The Clinical Imaging Sciences Centre is a cross-disciplinary centre drawing together a dynamic range of researchers from the Brighton and Sussex Medical School, and the Schools of Psychology, Life Sciences, and Informatics at the University of Sussex. Outlined below are our key research areas and associated faculty.
MRI Technique Development
Quantitative MRI uses the scanner as a measurement tool to identify subtle in vivo changes that are often invisible to conventional MRI approaches. Many quantities that we would like to measure are not readily available on the scanner and need to be developed, optimized and tested for accuracy and reproducibility using healthy human volunteers and phantoms (test objects). A substantial number of the projects at CISC now use quantitative MRI techniques that have been optimized at CISC, such as quantitative magnetization transfer, diffusion tensor imaging, T1 mapping and arterial spin labelling.

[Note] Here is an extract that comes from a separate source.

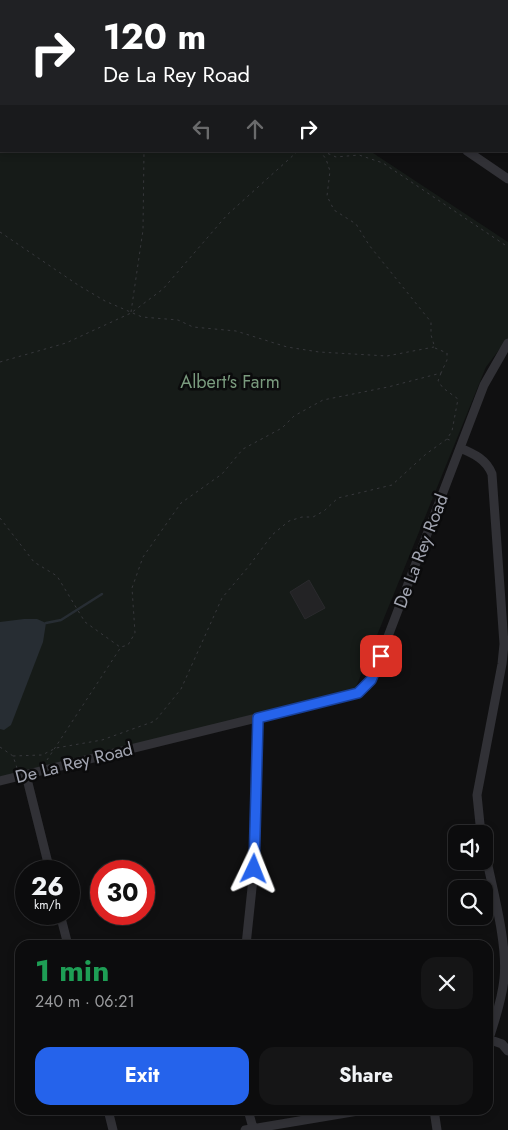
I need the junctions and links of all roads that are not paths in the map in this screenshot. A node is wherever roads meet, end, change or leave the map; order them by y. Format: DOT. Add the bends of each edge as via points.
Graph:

Magnetic resonance imaging (MRI) has become one of the most common methods of imaging the brain. This is mainly due to the exquisite contrast it provides without the use of radiation between different tissue compartments, such as white and grey matter, as well as between healthy and pathological tissue. Another characteristic of MRI is the possibility of manipulating nuclear spins in order to produce a large number of different image contrasts. This property not only allows the collection of several different qualitative images of the brain, but also constitutes the basis for quantitative MRI. Typically, quantitative MRI techniques fit a model of the dependence of the MR signal on a physical process to a number of MRI measurements obtained at different settings of the acquisition pulse sequence, which is sensitized to the physical process of interest. Different quantitative MRI parameters can provide information about different characteristics of tissue, and, combined with clinical variables, may improve our understanding of some pathological conditions.
BSMS Neuroscience & Psychiatry
BSMS Neuroscience is strongly represented at the Clinical Imaging Sciences Centre and is a key research theme within the Medical School, spanning developmental, peripheral and central aspects of neural function using a range of methodological approaches. Neuroscience is also integrated within the undergraduate and postgraduate programmes within the Medical School and across the Universities of Brighton and Sussex. The department of Psychiatry encompasses full-time academics, honorary lecturers and senior lecturers engaged in undergraduate and postgraduate neuroscience research.
School of Psychology, University of Sussex
The School of Psychology is engaged in research across a broad range of the discipline and provides a high quality research environment for staff and for research students. Psychology at Sussex achieved an excellent result in the 2008 Research Assessment Exercise and was ranked 12th equal amongst the 76 submissions. 60% of our research was recognised as world leading or internationally excellent, and 95% was internationally recognised or better. Overall the University of Sussex had over 90% of its research rated as internationally recognised or better, and was ranked overall in the top 30 in the UK. The School is organised into four research groups which hold regular seminars and serve as a focus for faculty and research students.
Sackler Centre for Consciousness Science
The Sackler Centre for Consciousness Science (SCCS) is a joint venture between the Schools of Informatics and Psychology at the University of Sussex, and the Brighton and Sussex Medical School. Its remit is to unravel the complex neural networks underpinning conscious experience, in health and in disease.
Researchers from neuroscience, psychology, philosophy and psychiatry have been brought together in the Sackler Centre, where they study the conscious state using a unique combination of theory, clinical investigations and hard science. The Centre is the result of a substantial grant by the Dr Mortimer and Theresa Sackler Foundation, which funds pioneering research into the brain. The Sackler Foundations support the advancement of education of the public in the UK and elsewhere in the fields of art, science and medical research. The Sussex Centre is one of only five in the world funded by the Foundation, alongside Sackler research centres at the universities of Edinburgh and Glasgow in the UK and Columbia and Cornell in the USA. The Sackler Centre scientists use neuroimaging, mathematics and computer science to cast fresh light on questions relating to consciousness.
Prof Anil Seth and Prof Hugo Critchley are Co-directors of the Centre and principal researchers at Sussex and the Brighton and Sussex Medical School. They say:
"Our joint aim is to characterise the biological underpinnings of consciousness in its varied expressions in a way that ultimately has practical clinical relevance. The Centre will integrate theoretical models of consciousness with both real-world clinical observations from psychiatry, and experimental observations from psychology, neuroimaging and computer simulations to address what is undoubtedly one of the 'big questions' for 21st-century biological science. The generous and inspirational support from the Dr Mortimer and Theresa Sackler Foundation will enable us to employ leading experts from around the world to help progress new research in the field."